彼はライプツィヒ、ベルリン、ドレスデン、ミュンヘン他、多くの都市を訪ね、偉大な先人たちの作品研究に注力する。
ブリュッセル音楽院長フェティスの勧めによって、ブノワはまずライプツィヒへと旅立った。
短い滞在ではあったが彼はここで新しい音楽の活況をこの目で確かめる…その勢いとは1843年、メンデルスゾーンが音楽院を設立して以来現れ出ていたものであった。
ブノワは1858年の夏をドレスデンで過ごし、その後プラハ、ベルリン、ミュンヘンを訪れる。
この間のブノワは研究だけでなく作曲もし、ある合唱曲をベルリンで演奏する機会を得た。
それは8声(訳注:二重混声四部合唱)で書かれた『アヴェ・マリア』で、大聖堂の合唱隊によって歌われたのだった。
 
「ローマ大賞」受賞によって、ブノワはベルギー王立アカデミーに対して新作を提出する義務を負っていた。
そこで彼は『クリスマス小カンタータ』をもってその責任を果たす。
そしてこの作品もまた、よい印象を聴衆に残した。
 
またこのときブノワは、フランデレンに自国の音楽芸術が存在しないこと、そして外国の音楽が自国のそれを押しのけているという現状についても熟考する。
誰もがみな自国の芸術に温かみを感じ、芸術家たちが民族精神の意をくんで考え、創造するドイツのような国と比べ、状況はなんと対照的であろうか。

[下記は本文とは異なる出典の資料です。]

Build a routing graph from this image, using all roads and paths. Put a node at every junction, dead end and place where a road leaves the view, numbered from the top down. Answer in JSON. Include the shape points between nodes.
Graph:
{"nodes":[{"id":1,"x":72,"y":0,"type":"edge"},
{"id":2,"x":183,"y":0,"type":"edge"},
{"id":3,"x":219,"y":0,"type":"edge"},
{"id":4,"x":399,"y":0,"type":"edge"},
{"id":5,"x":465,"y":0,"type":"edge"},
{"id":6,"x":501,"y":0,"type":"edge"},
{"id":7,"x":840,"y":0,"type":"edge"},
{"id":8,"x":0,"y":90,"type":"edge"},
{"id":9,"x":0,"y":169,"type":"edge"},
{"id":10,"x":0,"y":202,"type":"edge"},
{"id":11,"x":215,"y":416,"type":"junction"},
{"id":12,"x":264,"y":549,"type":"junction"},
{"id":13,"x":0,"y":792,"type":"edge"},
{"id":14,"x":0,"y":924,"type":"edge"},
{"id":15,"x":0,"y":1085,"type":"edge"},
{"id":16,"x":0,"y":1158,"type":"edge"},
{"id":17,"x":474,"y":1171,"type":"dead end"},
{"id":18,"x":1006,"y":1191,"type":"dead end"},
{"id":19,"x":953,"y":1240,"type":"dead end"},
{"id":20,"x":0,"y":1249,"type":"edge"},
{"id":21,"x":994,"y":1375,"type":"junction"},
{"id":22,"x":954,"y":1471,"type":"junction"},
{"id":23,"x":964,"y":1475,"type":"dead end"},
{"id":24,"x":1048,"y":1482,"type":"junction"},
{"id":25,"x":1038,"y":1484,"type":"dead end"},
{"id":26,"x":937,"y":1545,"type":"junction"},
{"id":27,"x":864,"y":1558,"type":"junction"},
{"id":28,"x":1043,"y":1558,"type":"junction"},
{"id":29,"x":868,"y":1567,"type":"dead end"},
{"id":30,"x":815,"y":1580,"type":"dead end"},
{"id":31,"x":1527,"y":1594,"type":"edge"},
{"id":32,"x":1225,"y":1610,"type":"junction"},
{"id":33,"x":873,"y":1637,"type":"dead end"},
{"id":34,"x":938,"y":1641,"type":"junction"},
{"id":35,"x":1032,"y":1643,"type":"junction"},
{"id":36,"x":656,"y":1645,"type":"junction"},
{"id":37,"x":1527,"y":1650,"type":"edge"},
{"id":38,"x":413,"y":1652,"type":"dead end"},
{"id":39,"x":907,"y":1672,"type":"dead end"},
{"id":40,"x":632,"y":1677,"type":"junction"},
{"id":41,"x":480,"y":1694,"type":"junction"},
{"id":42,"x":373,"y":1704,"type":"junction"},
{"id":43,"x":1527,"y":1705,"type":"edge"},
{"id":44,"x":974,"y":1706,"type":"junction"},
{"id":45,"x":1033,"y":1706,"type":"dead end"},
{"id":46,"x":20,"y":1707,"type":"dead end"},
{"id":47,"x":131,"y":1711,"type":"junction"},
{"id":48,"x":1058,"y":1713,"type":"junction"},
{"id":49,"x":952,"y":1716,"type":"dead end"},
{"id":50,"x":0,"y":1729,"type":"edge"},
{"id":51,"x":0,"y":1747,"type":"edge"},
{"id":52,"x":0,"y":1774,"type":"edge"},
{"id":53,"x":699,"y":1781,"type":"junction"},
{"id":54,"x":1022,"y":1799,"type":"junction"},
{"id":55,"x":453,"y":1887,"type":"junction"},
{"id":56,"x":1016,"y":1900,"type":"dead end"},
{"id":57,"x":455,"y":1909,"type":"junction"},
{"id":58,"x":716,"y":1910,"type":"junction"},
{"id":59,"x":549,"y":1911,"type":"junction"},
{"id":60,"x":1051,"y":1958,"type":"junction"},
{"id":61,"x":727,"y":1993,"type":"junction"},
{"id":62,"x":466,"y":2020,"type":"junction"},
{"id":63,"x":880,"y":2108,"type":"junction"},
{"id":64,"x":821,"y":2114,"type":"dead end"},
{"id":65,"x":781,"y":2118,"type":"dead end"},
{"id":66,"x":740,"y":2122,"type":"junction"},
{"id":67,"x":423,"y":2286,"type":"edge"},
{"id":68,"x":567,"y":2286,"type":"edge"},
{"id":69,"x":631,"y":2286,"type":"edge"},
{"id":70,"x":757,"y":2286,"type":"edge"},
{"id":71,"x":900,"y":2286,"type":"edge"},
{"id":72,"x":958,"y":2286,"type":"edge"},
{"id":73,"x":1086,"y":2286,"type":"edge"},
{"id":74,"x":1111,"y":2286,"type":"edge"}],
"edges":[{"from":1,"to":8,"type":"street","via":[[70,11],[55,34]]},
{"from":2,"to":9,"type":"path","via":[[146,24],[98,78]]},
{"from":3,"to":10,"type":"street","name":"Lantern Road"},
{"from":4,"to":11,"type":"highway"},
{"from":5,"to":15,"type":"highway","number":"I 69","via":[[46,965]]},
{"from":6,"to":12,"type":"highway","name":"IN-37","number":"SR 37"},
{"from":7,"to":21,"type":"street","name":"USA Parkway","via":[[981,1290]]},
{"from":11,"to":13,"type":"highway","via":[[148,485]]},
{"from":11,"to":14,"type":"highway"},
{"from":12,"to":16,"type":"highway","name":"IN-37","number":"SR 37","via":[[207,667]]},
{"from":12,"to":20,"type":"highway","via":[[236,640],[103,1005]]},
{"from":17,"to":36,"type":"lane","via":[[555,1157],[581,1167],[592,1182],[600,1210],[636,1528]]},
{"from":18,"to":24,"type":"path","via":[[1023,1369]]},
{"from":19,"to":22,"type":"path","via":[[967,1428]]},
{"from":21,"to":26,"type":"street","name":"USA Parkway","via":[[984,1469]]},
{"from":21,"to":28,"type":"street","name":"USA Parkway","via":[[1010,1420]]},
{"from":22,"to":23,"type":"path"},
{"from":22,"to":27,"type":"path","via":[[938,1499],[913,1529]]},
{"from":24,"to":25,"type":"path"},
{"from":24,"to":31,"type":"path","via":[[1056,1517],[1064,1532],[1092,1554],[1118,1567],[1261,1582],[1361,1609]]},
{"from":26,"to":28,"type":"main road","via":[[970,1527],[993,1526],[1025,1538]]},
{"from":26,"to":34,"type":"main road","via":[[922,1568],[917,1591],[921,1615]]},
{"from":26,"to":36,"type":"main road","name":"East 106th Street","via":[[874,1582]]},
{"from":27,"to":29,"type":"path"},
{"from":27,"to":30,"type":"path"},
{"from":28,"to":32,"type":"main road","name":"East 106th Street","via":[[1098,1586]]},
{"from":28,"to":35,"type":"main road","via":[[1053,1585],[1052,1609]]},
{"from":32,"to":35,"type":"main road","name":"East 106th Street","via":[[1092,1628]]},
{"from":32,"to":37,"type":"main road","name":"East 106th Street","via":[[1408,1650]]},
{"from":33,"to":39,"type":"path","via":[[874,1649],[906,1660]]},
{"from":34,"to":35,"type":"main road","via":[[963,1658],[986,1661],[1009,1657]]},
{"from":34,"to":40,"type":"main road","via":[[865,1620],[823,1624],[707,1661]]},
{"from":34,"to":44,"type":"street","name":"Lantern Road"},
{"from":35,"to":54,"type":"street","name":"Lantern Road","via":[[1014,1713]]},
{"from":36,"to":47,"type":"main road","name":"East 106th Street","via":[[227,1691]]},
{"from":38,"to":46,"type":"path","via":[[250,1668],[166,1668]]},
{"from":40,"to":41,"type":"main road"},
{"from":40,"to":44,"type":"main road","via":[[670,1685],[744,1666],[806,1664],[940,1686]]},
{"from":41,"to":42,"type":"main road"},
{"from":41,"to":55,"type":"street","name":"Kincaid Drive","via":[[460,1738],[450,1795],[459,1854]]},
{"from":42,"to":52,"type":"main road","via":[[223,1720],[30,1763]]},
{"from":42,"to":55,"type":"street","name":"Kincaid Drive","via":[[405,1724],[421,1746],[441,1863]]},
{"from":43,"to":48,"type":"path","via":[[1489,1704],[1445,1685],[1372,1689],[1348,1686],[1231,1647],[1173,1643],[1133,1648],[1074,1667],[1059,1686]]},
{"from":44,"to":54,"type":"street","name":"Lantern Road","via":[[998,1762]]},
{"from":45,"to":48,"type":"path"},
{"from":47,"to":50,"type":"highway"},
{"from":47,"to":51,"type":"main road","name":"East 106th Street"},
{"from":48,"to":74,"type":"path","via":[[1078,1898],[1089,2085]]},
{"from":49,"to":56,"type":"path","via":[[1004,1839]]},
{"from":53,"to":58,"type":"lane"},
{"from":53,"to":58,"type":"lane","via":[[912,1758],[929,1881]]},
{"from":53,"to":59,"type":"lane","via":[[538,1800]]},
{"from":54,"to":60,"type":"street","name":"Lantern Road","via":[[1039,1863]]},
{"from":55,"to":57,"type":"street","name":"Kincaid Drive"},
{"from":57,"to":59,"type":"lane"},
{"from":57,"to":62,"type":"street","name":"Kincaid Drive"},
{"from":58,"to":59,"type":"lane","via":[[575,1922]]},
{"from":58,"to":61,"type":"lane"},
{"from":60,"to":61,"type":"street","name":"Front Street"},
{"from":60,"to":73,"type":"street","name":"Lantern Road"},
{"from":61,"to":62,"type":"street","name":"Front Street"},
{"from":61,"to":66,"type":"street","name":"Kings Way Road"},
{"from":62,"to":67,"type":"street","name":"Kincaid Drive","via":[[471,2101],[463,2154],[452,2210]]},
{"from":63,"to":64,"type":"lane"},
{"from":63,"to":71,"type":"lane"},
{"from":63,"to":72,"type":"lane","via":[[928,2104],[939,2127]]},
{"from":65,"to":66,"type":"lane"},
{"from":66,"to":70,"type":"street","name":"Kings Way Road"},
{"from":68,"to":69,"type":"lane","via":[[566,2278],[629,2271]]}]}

ドイツにおいては、全国民が誇りとする輝かしく堅固な音楽の殿堂が高く立ち現れていた…この点、フランデレンではあらゆるものが未だ始まったばかりであった…
 
この問題に関してブノワは長大な論文を書き、『クリスマス小カンタータ』とともにベルギー王立アカデミーへ送る。
この論文(「フランデレンの音楽学校とその未来」とフランス語で記されている)の中で、ブノワは自己の行動指針を述べた。
そして彼は後年、そのプリンシプルを強い熱意と粘り強さとで守り抜き、現実のものとしたのである。
 
(第5章  完)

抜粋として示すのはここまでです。